§ **WHAT TO WORK ON**
Only the number should be given: how many lines below contain "nodes".

[Collected data entries]
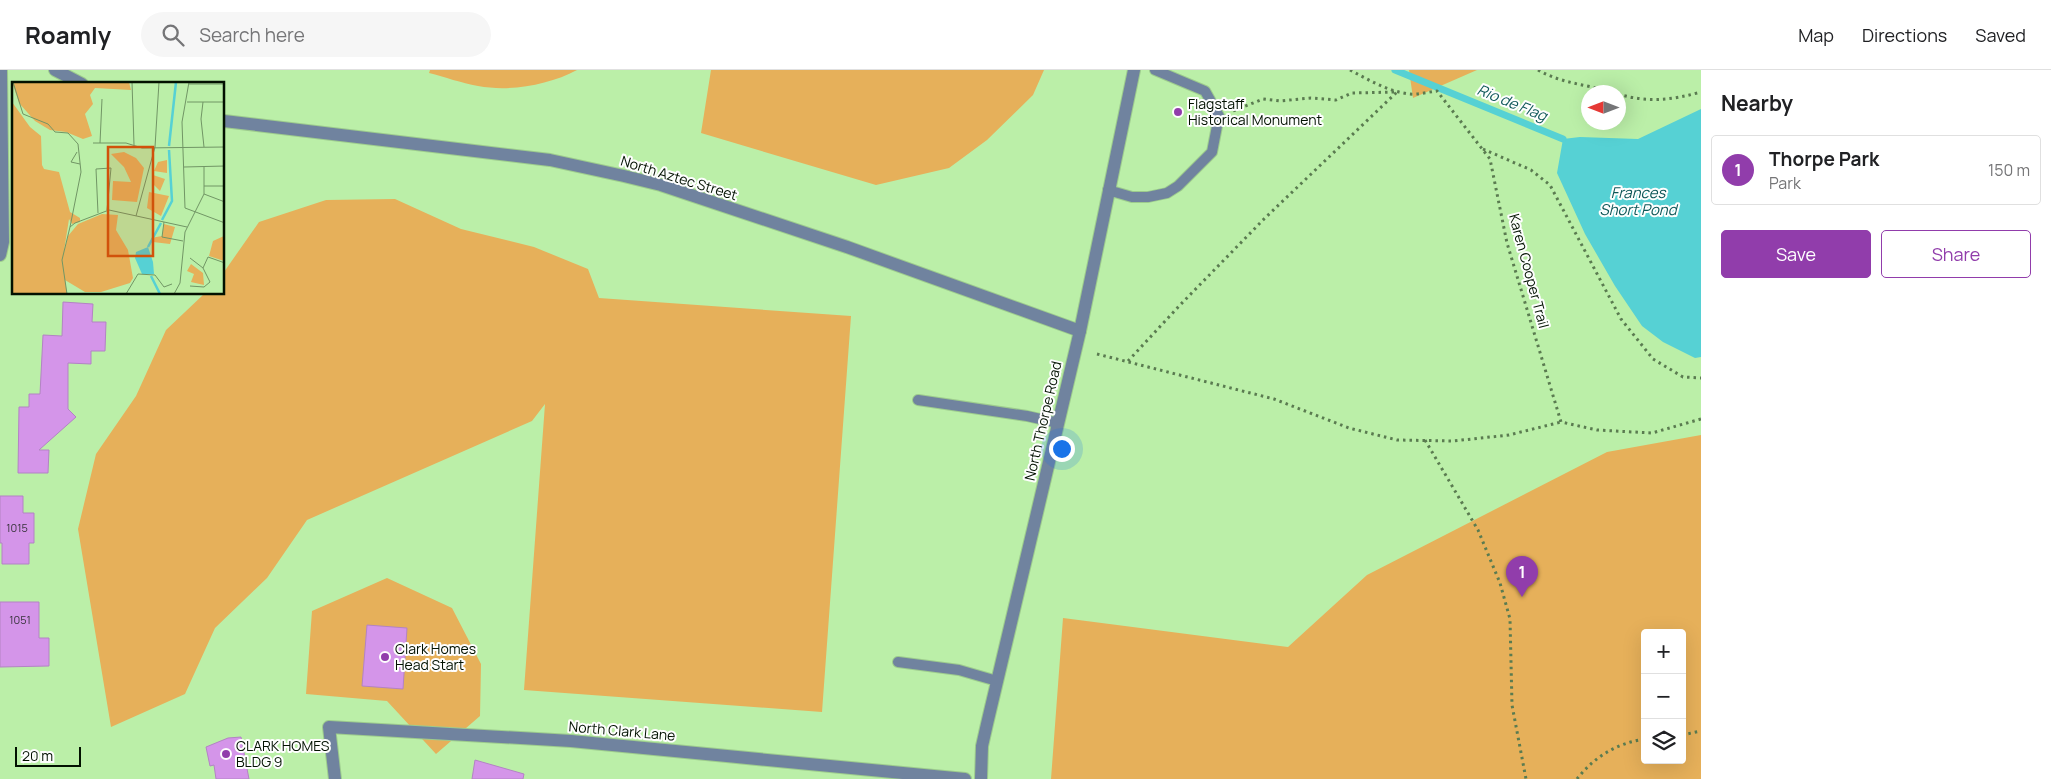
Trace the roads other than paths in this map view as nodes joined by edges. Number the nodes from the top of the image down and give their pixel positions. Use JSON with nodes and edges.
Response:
{"nodes":[{"id":1,"x":1,"y":70,"type":"edge"},
{"id":2,"x":55,"y":70,"type":"edge"},
{"id":3,"x":1134,"y":70,"type":"edge"},
{"id":4,"x":1155,"y":70,"type":"edge"},
{"id":5,"x":78,"y":82,"type":"edge"},
{"id":6,"x":225,"y":121,"type":"edge"},
{"id":7,"x":1108,"y":190,"type":"junction"},
{"id":8,"x":0,"y":255,"type":"edge"},
{"id":9,"x":1080,"y":332,"type":"junction"},
{"id":10,"x":918,"y":400,"type":"dead end"},
{"id":11,"x":1058,"y":423,"type":"junction"},
{"id":12,"x":898,"y":662,"type":"dead end"},
{"id":13,"x":997,"y":681,"type":"junction"},
{"id":14,"x":335,"y":779,"type":"edge"},
{"id":15,"x":965,"y":779,"type":"edge"},
{"id":16,"x":981,"y":779,"type":"edge"}],
"edges":[{"from":1,"to":8,"type":"street"},
{"from":2,"to":5,"type":"street"},
{"from":3,"to":7,"type":"street","name":"North Thorpe Road"},
{"from":4,"to":7,"type":"lane"},
{"from":6,"to":9,"type":"street","name":"North Aztec Street"},
{"from":7,"to":9,"type":"street","name":"North Thorpe Road"},
{"from":9,"to":11,"type":"street","name":"North Thorpe Road"},
{"from":10,"to":11,"type":"lane"},
{"from":11,"to":13,"type":"street","name":"North Thorpe Road"},
{"from":12,"to":13,"type":"lane"},
{"from":13,"to":16,"type":"street","name":"North Thorpe Road"},
{"from":14,"to":15,"type":"street","name":"North Clark Lane"}]}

§ **EXERCISE SOLUTION**
2